As we look forward to 2015, we expect contacted ones to be accretive to our overall growth rate. The company is on target to generate total revenues of approximately $24 million in 2014, which represents nearly 40% growth over 2013. However the 2014 growth rate includes the benefit of an acquisition.

As such we’re targeting low 30% revenue growth rate for the contacted ones in 2015. Contacted ones is profitable and produces margins modestly above our corporate average. So to sum up the financial highlights of the quarter, LivePerson is on track to deliver organic revenue towards the higher end of previously issued updated guidance for 2014.

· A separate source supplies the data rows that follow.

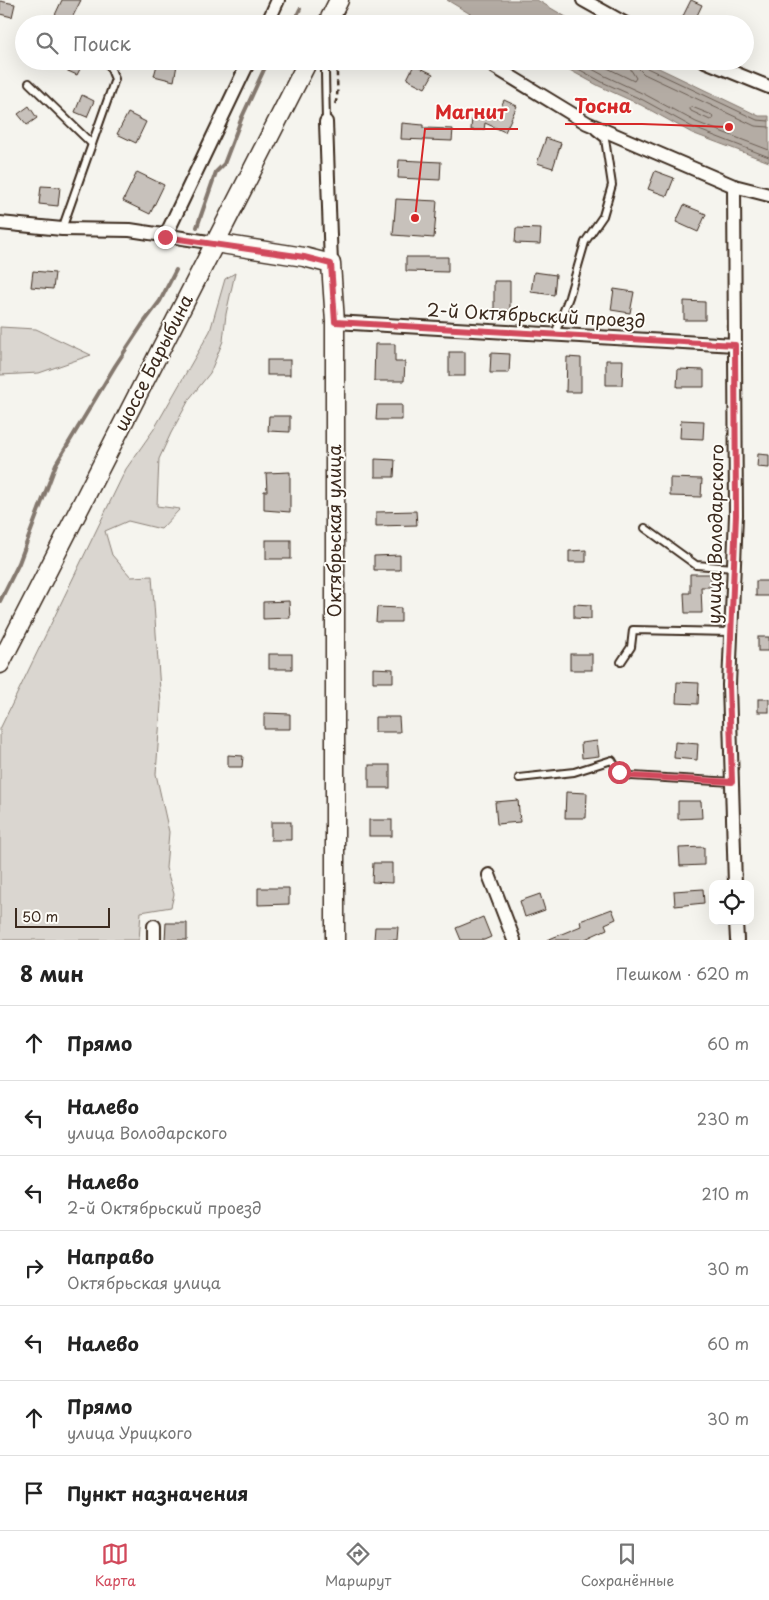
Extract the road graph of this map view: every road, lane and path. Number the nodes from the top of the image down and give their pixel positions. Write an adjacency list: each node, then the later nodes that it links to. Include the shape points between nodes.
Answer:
1 (278, 0): 4 (street)
2 (339, 0): 5 (street)
3 (583, 0): 6 (street)
4 (271, 15)
5 (332, 15)
6 (610, 15)
7 (112, 70): 17 (lane, via 115,79)
8 (245, 70): 22 (street)
9 (303, 70): 23 (street, шоссе Барыбина)
10 (500, 70): 16 (street)
11 (726, 70): 14 (street)
12 (325, 72): 15 (lane)
13 (29, 83): 17 (lane)
14 (769, 88)
15 (326, 122): 24 (street, Октябрьская улица)
16 (587, 123): 18 (street); 26 (lane, via 605,139 612,186 603,216 585,242)
17 (92, 144): 21 (lane)
18 (734, 186): 19 (street); 27 (street, улица Володарского)
19 (769, 196)
20 (0, 223): 21 (street)
21 (62, 228): 22 (street, via 130,230)
22 (165, 237): 23 (street)
23 (215, 243): 24 (street); 32 (street, шоссе Барыбина)
24 (331, 264): 25 (street, Октябрьская улица)
25 (335, 322): 26 (street, 2-й Октябрьский проезд); 40 (street, Октябрьская улица)
26 (555, 334): 27 (street, 2-й Октябрьский проезд)
27 (735, 345): 29 (street, улица Володарского)
28 (645, 528): 29 (lane, via 696,565)
29 (734, 568): 30 (street, улица Володарского)
30 (731, 632): 31 (lane, via 634,630 632,647); 34 (street, улица Володарского)
31 (621, 662)
32 (0, 664)
33 (519, 778): 34 (lane, via 574,772 612,760 619,772 632,776)
34 (732, 782): 36 (street, улица Володарского)
35 (489, 875): 41 (street)
36 (735, 880)
37 (736, 925): 42 (street)
38 (154, 926): 39 (street)
39 (154, 940)
40 (335, 940)
41 (514, 940)
42 (736, 940)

We delivered second strongest bookings in our history following record bookings of second quarter of 2013, the enterprise and mid market vertical is growing at greater than 20% range and we on track full year EBITDA forecast and our EPS estimates are also on target with the exception of the contacted one deal across and below the launch in forecast.

And then finally we announced an acquisition that we unique network based technology platform diversifying expanding our markets and is expected to be accretive to our revenue growth rate and EPS. With that, I’ll turn the call back over to the operator to take questions..

Operator

(Operator Instructions) And the first question is from Jeff Van Rhee with Craig-Hallum..

Jeff Van Rhee – Craig-Hallum Capital Group LLC

Great, thanks guys. So I guess, Rob, just – if you talk first on the LiveEngage side, as it’s been out and you’ve worked through some of the early hiccups on sales cycles and technology, you got a bigger base of people that can see all the available features.

Can you just expand on what you’ve learned so far about the adoption as they see what’s available? What are you learning about how quickly they are taking you up on the additional capabilities the platform offers?.

Robert LoCascio

We’re seeing good adoption with different features. They are going live very quickly. So when we convert them over, there is couple of hundred on them right now that we’ve already migrated. The LiveEngage 2 platform is one that came out with the final version of it, so we reiterating on that one but so far so good.

I mean, there is good (indiscernible) some examples, they like the operator console, they like the features, they like they can use all the mobile capabilities, so far so good..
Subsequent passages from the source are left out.